Nonostante il fatto che la Guinea abbia implementato riforme rispetto all’ambiente, come l’Azione Nazionale per l’Ambiente o il Code de l’Environnement pubblicato il 4 luglio 2019 l’instabilità politica e la corruzione hanno un impatto negativo sulla performance sostenibile del Paese. 

La miniera di bauxite a Sangarédi, ad esempio, prevede la concessione di 690 chilometri quadrati di miniera di cui risentono le popolazioni di 13 villaggi. Migliaia di persone hanno dovuto lasciare le loro case, mentre l’enorme miniera a cielo aperto sta anche distruggendo la foresta vergine e l’habitat degli scimpanzé e degli uistitì rossi.

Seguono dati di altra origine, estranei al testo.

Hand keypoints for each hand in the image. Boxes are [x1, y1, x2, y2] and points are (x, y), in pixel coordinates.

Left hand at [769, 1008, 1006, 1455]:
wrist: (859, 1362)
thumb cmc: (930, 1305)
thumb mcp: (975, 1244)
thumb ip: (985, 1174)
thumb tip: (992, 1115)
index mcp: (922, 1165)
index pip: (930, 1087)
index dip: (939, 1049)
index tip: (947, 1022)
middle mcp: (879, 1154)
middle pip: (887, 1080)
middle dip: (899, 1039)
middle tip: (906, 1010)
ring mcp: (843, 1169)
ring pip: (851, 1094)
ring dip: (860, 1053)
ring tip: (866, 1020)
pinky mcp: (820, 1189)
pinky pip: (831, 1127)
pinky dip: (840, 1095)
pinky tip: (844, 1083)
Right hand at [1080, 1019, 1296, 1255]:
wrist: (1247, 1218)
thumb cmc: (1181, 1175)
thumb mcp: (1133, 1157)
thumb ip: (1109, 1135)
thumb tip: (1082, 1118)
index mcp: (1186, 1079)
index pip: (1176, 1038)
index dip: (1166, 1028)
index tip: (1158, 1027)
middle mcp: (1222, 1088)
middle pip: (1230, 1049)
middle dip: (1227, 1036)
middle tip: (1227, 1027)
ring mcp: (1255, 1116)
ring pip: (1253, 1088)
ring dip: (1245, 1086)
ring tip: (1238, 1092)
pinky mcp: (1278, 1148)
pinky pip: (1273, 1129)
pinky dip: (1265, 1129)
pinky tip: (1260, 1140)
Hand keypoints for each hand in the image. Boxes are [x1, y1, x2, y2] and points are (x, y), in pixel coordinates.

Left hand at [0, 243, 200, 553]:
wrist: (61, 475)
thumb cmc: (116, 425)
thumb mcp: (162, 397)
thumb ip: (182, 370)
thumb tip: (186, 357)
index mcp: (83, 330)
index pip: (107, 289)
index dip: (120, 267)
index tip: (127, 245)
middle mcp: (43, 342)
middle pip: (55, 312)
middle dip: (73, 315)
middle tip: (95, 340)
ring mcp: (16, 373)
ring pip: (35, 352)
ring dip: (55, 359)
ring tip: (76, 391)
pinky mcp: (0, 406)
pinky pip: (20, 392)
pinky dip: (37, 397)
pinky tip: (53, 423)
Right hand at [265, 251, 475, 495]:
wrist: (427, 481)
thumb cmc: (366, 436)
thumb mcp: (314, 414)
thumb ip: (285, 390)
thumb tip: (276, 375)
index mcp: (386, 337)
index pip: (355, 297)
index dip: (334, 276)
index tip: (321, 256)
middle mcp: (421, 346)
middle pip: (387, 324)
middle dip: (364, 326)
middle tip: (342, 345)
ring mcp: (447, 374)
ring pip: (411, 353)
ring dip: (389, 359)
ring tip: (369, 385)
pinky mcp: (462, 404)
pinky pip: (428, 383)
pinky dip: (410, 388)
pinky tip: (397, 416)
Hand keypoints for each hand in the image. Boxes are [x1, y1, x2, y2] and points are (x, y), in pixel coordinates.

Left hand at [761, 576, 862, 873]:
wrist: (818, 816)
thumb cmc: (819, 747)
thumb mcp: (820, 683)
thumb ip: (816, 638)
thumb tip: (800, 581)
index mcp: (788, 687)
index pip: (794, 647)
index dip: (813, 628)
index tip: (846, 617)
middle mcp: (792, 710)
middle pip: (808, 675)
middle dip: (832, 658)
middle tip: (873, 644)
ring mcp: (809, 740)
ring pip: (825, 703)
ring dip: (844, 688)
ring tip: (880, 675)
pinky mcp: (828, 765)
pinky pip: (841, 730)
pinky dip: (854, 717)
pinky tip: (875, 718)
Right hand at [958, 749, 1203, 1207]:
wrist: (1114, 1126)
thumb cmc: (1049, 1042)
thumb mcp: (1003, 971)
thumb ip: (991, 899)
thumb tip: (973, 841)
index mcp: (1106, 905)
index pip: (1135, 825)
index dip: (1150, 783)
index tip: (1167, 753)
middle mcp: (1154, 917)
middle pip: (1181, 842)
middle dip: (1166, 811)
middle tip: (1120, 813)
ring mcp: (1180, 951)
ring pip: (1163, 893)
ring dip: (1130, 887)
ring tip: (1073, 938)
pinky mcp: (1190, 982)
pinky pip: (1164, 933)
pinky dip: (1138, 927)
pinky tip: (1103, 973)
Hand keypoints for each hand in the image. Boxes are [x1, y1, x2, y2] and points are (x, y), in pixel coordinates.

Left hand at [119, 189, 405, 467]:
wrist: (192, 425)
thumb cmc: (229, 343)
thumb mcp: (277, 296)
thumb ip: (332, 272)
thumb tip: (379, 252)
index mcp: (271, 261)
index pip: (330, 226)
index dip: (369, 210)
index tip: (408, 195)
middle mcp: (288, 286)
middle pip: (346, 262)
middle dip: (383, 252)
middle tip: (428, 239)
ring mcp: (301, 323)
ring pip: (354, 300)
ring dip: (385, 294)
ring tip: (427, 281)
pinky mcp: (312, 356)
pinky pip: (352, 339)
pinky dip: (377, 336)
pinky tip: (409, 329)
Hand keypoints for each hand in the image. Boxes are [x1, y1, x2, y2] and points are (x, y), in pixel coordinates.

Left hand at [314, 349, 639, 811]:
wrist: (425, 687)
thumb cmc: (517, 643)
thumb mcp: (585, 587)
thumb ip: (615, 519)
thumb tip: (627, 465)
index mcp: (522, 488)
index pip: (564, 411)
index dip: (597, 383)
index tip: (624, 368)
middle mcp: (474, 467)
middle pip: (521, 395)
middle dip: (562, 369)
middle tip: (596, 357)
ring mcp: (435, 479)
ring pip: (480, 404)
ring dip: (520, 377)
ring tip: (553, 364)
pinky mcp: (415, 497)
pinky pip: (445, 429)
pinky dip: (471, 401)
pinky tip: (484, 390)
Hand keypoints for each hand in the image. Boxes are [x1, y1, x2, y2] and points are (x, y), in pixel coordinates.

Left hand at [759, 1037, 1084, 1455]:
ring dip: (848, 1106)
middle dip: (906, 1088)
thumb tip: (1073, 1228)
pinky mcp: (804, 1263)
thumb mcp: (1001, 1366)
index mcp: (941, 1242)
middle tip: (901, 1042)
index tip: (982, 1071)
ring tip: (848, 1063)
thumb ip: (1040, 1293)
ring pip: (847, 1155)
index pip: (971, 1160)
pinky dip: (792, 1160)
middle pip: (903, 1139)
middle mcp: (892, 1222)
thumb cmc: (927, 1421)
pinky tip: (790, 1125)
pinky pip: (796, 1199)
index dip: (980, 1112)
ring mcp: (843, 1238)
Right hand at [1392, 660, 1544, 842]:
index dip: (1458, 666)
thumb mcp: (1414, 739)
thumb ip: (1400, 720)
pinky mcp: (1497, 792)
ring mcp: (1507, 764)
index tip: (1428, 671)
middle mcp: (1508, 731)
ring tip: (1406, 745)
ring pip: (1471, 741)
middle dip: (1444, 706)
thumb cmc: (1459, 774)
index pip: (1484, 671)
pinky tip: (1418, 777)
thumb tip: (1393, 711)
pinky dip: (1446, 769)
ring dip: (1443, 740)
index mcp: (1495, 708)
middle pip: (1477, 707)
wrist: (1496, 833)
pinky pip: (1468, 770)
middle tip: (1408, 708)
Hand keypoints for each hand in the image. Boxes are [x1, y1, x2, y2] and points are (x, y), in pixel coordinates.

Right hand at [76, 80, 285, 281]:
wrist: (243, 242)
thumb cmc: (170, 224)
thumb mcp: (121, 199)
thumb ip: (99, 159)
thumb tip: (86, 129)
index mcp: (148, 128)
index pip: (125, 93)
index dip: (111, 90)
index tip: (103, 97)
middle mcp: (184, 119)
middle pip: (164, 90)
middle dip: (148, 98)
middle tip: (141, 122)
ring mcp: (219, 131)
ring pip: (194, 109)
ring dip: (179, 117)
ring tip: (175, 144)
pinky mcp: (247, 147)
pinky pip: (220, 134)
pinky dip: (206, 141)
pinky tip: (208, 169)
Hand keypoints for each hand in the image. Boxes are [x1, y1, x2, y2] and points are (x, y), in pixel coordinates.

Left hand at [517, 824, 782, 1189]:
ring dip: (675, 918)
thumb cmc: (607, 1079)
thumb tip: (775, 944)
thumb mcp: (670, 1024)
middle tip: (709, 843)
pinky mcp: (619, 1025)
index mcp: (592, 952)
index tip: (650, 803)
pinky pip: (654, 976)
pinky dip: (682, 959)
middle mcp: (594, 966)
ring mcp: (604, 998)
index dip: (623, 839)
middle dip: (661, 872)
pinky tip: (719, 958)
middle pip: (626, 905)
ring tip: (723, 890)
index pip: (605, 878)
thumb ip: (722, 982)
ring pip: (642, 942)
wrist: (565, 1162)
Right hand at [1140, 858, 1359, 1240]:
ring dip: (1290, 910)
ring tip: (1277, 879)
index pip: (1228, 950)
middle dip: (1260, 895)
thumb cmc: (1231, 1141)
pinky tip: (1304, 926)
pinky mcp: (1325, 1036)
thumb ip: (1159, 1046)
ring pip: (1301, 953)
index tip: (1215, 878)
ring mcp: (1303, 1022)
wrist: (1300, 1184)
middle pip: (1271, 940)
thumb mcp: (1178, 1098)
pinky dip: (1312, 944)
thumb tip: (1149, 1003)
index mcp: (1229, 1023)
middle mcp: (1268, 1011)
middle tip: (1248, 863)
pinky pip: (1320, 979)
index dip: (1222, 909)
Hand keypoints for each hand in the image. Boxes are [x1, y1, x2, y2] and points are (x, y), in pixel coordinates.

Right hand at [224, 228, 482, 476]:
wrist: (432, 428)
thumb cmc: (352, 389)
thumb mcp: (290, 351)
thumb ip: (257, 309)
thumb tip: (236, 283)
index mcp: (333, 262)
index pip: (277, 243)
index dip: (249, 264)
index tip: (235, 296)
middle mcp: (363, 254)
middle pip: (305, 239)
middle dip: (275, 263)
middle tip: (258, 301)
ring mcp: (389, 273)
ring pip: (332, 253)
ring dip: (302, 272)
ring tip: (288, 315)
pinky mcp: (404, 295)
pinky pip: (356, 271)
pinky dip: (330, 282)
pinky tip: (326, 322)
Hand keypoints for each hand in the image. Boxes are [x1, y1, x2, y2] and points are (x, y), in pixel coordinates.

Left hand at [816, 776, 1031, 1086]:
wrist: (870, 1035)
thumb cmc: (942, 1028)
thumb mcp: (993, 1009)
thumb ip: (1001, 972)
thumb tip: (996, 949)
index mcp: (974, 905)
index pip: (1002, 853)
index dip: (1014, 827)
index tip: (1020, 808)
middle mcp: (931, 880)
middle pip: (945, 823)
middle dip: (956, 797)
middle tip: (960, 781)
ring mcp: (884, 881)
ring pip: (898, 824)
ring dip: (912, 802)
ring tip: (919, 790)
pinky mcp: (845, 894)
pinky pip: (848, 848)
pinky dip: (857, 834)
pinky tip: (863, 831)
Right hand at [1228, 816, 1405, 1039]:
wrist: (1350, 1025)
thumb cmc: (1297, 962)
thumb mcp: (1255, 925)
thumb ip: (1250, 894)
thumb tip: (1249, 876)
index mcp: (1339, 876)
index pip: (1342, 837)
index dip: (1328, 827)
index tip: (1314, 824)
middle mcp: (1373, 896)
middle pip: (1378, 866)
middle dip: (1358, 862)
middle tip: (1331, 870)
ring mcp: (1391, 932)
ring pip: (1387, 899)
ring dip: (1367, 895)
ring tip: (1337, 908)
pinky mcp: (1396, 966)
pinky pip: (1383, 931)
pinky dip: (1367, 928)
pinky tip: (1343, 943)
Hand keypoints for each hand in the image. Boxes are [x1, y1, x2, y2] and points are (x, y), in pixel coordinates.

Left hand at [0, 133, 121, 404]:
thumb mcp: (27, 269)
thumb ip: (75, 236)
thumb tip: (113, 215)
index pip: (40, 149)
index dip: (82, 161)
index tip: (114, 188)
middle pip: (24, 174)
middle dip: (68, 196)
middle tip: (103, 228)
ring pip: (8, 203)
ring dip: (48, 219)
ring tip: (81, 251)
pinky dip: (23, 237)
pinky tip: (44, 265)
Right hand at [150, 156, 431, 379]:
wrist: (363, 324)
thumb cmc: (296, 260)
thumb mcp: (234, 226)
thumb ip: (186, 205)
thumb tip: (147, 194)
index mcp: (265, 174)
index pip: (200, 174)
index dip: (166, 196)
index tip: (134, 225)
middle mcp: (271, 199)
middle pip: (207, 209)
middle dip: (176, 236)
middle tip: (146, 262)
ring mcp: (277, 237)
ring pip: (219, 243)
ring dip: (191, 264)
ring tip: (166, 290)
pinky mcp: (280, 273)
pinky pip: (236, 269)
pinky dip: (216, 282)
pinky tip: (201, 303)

I piccoli agricoltori sono stati costretti a vivere in un insediamento costruito in modo approssimativo sul sito minerario. Senza futuro, perché l’agricoltura non può essere praticata sui resti contaminati e sterili della miniera di bauxite e sono anni che aspettano un risarcimento per la terra e le fonti d’acqua perdute. “L’attività mineraria, finora, non ha servito gli interessi dei cittadini della Guinea”, si lamentava nel 2020 il direttore delle relazioni sociali del Ministero delle Miniere. “In Guinea, abbiamo molta ricchezza nel sottosuolo, ma il Paese è rimasto povero”.